After two weeks of icy winds and rain and news reports of a polar vortex sweeping its way across Europe, when we finally left the UK it was on the kind of February morning that hints at spring being just around the corner. We left from East Grinstead which is perhaps not the most symbolic of starting points, ‘East Grinstead to Cape Town’, doesn’t have quite the ring of ‘London to Cape Town’ or ‘Paris to Dakar’, but it is where my mum and her husband live and after giving up our own flat we had been staying there whilst waiting for the remaining motorbike parts to arrive. After an emotional goodbye, we headed for Dover. The early morning mist which still clung to the fields soon gave way to clear blue skies and bright wintery sunshine. It felt like a final salute, a reminder of the gentle beauty of the English countryside we were about to leave behind.
On the ferry I stood on the top deck, watching as the white cliffs dissapeared into the distance and wondered about what the future held for the tiny town of Dover on the frontier between the UK and Europe. What kind of England would I would be returning a year or more from now, would it be an England I want to return to at all?
From Calais began the long slog of French motorways. We were unprepared for their expense, especially when we realised that the elevated height of the motorbike (designed for off roading) meant we were considerably taller than most cars. As a result the toll booths were registering us a different class of vehicle and charging a higher fee. This led to what must have been an amusing sight of us driving up to the tolls whilst attempting a strange variation on the limbo as we tried to get around this.

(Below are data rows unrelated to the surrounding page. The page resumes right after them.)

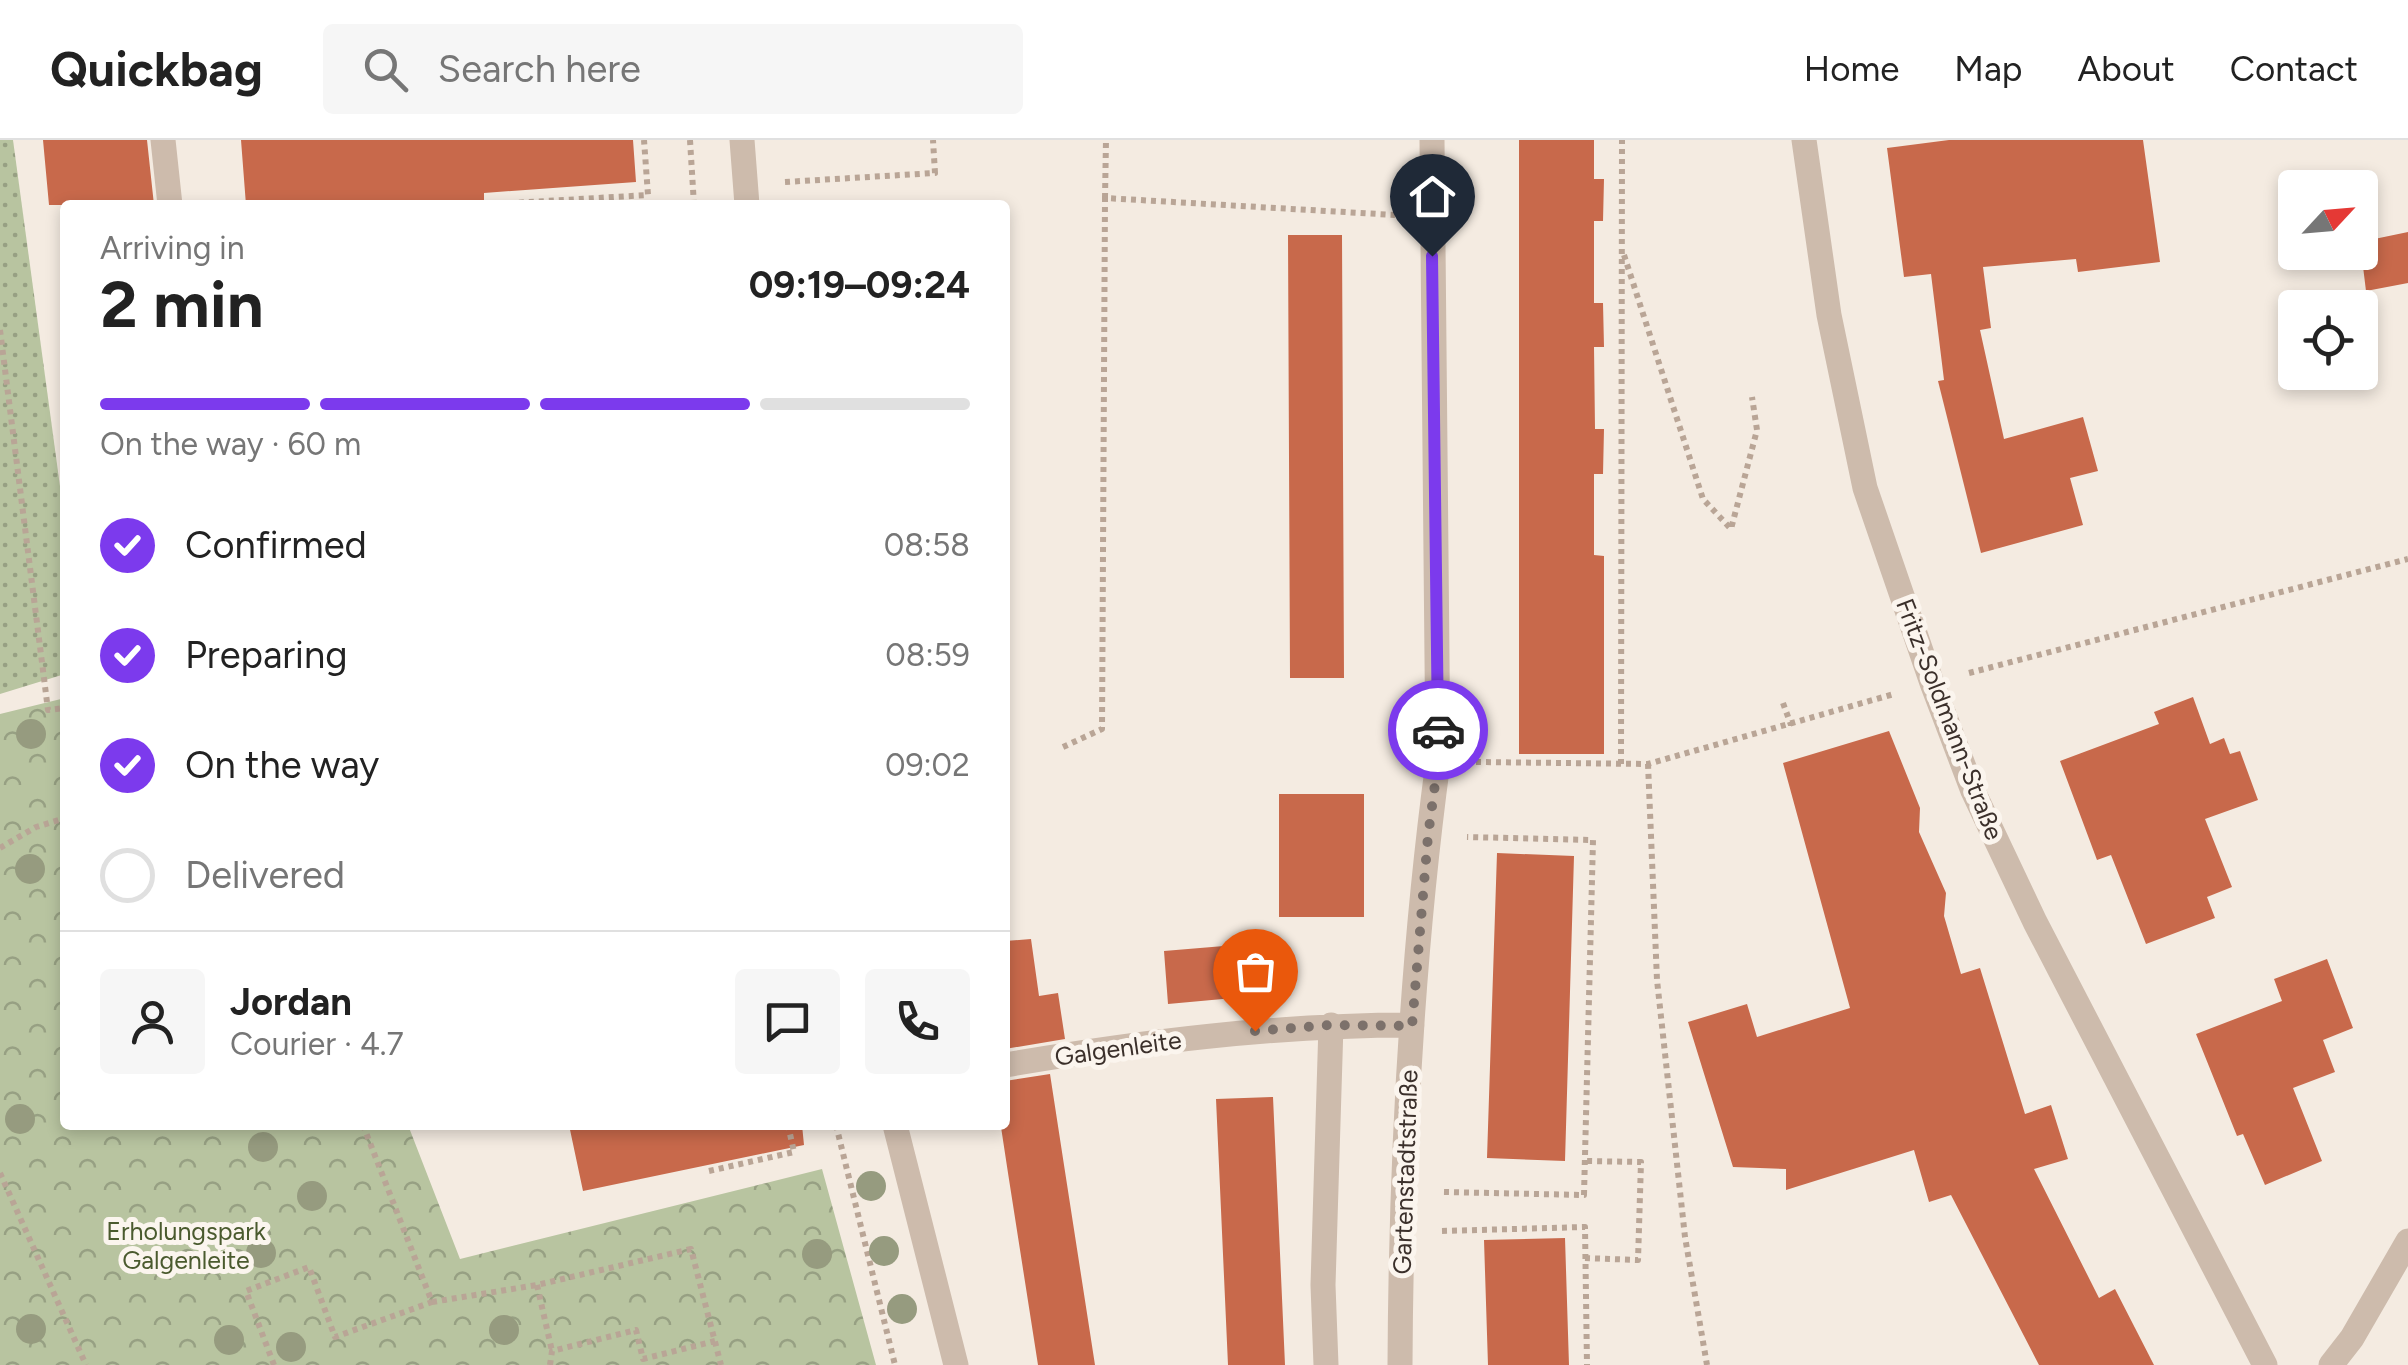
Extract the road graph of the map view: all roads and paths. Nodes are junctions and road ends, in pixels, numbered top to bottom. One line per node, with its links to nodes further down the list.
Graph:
1 (163, 140): 12 (street)
2 (644, 140): 13 (path)
3 (690, 140): 14 (path)
4 (742, 140): 10 (street)
5 (933, 140): 10 (path)
6 (1106, 140): 11 (path)
7 (1432, 140): 15 (street, Gartenstadtstraße)
8 (1622, 140): 16 (path)
9 (1804, 140): 56 (street, Fritz-Soldmann-Straße)
10 (746, 194)
11 (1105, 198): 15 (path); 22 (path)
12 (169, 200)
13 (556, 200)
14 (694, 200)
15 (1431, 217): 26 (street, Gartenstadtstraße)
16 (1622, 247): 18 (path); 23 (path)
17 (0, 330): 20 (path)
18 (1752, 397)
19 (1783, 703): 21 (path)
20 (60, 709)
21 (1791, 725)
22 (1063, 748)
23 (1621, 764)
24 (1648, 764): 55 (path)
25 (60, 820): 27 (path)
26 (1428, 836): 29 (street, Gartenstadtstraße); 35 (path)
27 (0, 848)
28 (1330, 1025): 29 (street, Galgenleite); 30 (street, Galgenleite); 52 (street)
29 (1412, 1026): 38 (street, Gartenstadtstraße)
30 (1010, 1064)
31 (365, 1130): 43 (path)
32 (789, 1130): 36 (path)
33 (837, 1130): 50 (path)
34 (896, 1130): 51 (street)
35 (1586, 1161): 38 (path); 41 (path)
36 (709, 1171)
37 (0, 1172): 46 (path)
38 (1402, 1191): 39 (street, Gartenstadtstraße)
39 (1400, 1232): 41 (path); 53 (street, Gartenstadtstraße)
40 (2408, 1241): 57 (street)
41 (1585, 1258): 54 (path)
42 (536, 1285): 43 (path); 44 (path); 45 (path)
43 (432, 1302): 47 (path)
44 (715, 1341): 45 (path); 49 (path)
45 (552, 1351): 48 (path)
46 (86, 1365)
47 (274, 1365)
48 (550, 1365)
49 (721, 1365)
50 (896, 1365)
51 (956, 1365)
52 (1326, 1365)
53 (1400, 1365)
54 (1587, 1365)
55 (1707, 1365)
56 (2265, 1365)
57 (2331, 1365)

Whilst France is undoubtedly a very beautiful country, the motorways south of Calais were not a highlight and I was relieved when the sight of the snow capped Pyrenees heralded our crossing into Spain. We needent have worried about toll booths here, the only two we passed were broken, a sign in Spanish (which looked like it had been there for some time) saying ‘coming soon.’ Gone were the shiny french service stations and 9 euro baguettes, replaced by shabbier (and in my view more charming) roadside restaurants selling very reasonably priced brocadillos. The drive was beautiful, distant mountains and wide open plateus. The only downside was the vicious crosswinds which made the bike sway from side to side in a way Leon assures me was fine, but which I found disconcerting to say the least!
In Seville we ditched the winter thermals that had served us well across Europe and changed our tyres over to some more suited to African roads. Tomorrow we take the Tarifa to Tangier ferry and the adventure really begins.